# Data to use
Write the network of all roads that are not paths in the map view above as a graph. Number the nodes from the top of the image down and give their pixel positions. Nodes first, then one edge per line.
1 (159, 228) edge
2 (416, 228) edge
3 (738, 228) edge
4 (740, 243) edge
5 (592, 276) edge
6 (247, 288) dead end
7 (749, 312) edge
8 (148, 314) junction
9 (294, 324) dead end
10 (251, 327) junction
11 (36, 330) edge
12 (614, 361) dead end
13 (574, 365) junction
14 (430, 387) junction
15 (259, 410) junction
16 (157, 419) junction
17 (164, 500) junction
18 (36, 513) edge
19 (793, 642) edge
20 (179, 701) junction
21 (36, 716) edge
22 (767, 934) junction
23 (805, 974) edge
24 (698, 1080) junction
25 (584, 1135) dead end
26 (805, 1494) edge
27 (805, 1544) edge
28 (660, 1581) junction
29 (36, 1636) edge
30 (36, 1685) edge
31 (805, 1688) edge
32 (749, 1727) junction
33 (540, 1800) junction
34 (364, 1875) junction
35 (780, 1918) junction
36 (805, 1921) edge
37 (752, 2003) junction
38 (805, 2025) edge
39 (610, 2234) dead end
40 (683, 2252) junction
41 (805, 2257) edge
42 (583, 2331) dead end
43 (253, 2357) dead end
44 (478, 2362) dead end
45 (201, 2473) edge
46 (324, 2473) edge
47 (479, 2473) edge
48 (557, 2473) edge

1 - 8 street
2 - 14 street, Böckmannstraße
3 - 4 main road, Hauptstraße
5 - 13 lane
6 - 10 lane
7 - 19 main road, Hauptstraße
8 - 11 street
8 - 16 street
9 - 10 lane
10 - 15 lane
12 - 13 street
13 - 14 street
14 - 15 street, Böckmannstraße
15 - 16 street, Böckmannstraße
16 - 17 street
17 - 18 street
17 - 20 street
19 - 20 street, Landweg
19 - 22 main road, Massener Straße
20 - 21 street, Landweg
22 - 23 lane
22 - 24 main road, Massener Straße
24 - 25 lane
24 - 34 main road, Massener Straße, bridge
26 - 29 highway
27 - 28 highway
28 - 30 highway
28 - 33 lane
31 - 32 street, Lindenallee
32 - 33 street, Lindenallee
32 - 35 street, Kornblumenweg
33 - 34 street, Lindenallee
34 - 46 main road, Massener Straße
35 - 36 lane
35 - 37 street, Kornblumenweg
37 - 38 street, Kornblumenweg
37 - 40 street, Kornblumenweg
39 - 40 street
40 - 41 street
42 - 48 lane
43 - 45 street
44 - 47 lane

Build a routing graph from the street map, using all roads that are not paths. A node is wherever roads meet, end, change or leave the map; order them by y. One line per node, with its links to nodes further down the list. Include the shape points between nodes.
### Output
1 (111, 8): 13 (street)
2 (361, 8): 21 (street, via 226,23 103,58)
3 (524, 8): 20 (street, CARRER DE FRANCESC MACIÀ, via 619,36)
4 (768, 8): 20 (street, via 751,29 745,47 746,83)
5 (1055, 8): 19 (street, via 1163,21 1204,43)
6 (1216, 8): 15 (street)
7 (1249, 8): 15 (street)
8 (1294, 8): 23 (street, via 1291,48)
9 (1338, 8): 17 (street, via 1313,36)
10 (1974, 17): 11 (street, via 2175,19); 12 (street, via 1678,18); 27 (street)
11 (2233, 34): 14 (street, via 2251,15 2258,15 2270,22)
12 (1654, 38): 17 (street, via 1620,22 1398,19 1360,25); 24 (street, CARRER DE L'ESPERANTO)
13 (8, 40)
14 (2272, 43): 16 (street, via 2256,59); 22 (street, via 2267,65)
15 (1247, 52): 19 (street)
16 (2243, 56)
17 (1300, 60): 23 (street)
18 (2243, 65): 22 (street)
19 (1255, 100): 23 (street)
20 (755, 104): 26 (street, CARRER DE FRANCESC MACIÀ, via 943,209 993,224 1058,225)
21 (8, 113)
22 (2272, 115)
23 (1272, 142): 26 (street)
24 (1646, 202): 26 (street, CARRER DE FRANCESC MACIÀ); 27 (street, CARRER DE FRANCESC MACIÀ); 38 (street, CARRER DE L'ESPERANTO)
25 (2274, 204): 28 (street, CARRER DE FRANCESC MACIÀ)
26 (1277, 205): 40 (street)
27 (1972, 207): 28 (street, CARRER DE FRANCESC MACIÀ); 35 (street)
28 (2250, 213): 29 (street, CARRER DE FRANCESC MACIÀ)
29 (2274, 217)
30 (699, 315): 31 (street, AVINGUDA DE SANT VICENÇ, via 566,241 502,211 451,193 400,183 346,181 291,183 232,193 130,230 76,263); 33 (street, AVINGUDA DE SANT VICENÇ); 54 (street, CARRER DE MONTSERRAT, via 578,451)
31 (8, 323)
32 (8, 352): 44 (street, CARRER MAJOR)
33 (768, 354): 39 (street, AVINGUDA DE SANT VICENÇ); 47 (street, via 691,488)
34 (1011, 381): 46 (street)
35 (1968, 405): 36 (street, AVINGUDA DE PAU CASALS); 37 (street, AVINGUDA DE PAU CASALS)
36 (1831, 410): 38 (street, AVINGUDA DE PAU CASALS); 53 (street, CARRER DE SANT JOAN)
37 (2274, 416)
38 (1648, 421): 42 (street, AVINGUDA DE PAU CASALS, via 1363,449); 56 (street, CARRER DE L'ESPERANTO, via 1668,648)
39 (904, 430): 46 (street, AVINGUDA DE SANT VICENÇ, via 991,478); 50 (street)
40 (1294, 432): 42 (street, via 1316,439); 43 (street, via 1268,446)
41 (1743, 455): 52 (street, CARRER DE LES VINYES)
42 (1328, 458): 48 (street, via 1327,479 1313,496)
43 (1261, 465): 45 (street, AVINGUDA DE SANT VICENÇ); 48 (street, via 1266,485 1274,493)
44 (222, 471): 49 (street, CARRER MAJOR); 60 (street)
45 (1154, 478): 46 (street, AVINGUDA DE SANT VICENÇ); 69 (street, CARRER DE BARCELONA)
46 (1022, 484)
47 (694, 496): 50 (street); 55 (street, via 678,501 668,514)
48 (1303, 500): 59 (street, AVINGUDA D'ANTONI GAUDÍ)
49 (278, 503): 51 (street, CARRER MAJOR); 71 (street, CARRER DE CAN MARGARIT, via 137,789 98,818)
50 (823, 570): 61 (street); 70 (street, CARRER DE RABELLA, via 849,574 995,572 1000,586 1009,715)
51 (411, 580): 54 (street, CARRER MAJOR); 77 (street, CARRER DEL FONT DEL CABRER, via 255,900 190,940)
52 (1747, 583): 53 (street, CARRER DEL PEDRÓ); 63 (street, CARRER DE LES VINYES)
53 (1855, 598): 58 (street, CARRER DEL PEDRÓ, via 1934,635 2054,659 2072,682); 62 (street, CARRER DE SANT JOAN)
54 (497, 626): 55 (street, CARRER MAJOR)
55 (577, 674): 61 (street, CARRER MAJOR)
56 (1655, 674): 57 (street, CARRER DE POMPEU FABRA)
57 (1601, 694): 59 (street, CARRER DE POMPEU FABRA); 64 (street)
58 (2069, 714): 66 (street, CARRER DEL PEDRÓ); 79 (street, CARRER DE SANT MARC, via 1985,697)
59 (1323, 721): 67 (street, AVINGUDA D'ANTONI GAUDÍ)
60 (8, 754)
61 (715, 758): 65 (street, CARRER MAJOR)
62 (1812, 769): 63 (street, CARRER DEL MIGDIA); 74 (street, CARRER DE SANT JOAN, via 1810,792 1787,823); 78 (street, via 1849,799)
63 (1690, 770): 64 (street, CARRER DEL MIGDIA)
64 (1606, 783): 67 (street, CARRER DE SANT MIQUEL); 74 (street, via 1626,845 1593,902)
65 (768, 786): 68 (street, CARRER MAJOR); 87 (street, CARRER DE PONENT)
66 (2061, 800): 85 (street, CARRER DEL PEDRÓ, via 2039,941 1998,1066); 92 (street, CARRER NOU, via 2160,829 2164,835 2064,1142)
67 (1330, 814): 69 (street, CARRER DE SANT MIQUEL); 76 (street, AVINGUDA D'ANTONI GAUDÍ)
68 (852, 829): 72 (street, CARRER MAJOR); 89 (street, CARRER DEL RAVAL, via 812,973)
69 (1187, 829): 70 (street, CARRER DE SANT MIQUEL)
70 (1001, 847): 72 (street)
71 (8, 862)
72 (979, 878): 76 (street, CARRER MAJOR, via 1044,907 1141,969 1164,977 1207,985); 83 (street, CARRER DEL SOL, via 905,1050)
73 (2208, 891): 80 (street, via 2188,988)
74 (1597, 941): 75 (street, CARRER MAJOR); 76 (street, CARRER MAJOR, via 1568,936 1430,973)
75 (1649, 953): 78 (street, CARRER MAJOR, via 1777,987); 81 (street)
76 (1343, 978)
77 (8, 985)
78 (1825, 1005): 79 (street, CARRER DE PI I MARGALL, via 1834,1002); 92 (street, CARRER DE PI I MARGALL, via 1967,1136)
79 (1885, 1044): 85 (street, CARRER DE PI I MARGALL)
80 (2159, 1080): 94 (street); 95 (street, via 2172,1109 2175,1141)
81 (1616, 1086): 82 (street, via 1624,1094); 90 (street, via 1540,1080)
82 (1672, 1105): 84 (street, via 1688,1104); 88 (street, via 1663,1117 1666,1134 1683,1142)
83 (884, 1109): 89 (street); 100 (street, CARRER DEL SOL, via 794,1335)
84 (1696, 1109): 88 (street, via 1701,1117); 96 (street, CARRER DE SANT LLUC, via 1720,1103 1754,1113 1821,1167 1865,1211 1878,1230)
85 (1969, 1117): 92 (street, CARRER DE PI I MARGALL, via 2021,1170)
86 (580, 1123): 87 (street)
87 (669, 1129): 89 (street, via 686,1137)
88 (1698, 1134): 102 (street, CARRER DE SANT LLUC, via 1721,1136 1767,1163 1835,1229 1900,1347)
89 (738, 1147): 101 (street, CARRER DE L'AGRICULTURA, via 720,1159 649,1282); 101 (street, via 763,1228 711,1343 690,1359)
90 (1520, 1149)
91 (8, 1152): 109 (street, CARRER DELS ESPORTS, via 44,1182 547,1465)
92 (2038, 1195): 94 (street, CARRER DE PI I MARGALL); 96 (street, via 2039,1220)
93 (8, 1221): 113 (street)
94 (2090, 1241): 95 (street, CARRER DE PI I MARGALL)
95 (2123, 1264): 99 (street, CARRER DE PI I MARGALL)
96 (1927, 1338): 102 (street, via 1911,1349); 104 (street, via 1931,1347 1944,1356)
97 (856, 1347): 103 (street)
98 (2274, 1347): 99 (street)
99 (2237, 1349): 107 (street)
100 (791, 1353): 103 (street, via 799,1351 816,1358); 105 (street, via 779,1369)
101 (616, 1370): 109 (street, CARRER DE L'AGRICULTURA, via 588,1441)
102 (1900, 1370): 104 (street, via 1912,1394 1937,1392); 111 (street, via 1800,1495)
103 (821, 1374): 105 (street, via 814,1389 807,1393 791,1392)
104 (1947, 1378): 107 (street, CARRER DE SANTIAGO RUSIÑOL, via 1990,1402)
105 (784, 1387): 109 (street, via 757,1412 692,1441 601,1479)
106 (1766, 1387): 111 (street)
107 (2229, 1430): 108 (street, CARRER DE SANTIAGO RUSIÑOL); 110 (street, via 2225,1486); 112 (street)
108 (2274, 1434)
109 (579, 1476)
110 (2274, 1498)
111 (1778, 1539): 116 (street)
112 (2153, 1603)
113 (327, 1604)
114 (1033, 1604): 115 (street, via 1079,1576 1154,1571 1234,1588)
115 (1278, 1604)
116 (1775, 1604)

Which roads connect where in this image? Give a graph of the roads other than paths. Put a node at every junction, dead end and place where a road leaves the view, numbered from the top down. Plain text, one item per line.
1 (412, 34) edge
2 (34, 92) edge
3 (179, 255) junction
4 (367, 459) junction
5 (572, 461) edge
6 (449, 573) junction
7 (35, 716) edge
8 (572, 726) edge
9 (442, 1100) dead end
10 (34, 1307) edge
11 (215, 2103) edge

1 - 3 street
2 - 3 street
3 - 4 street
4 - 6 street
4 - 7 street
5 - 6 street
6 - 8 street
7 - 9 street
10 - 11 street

# What you have to do
Read through the listing and copy each line in which the word "MAJOR" occurs.

# Task output
32 (8, 352): 44 (street, CARRER MAJOR)
44 (222, 471): 49 (street, CARRER MAJOR); 60 (street)
49 (278, 503): 51 (street, CARRER MAJOR); 71 (street, CARRER DE CAN MARGARIT, via 137,789 98,818)
51 (411, 580): 54 (street, CARRER MAJOR); 77 (street, CARRER DEL FONT DEL CABRER, via 255,900 190,940)
54 (497, 626): 55 (street, CARRER MAJOR)
55 (577, 674): 61 (street, CARRER MAJOR)
61 (715, 758): 65 (street, CARRER MAJOR)
65 (768, 786): 68 (street, CARRER MAJOR); 87 (street, CARRER DE PONENT)
68 (852, 829): 72 (street, CARRER MAJOR); 89 (street, CARRER DEL RAVAL, via 812,973)
72 (979, 878): 76 (street, CARRER MAJOR, via 1044,907 1141,969 1164,977 1207,985); 83 (street, CARRER DEL SOL, via 905,1050)
74 (1597, 941): 75 (street, CARRER MAJOR); 76 (street, CARRER MAJOR, via 1568,936 1430,973)
75 (1649, 953): 78 (street, CARRER MAJOR, via 1777,987); 81 (street)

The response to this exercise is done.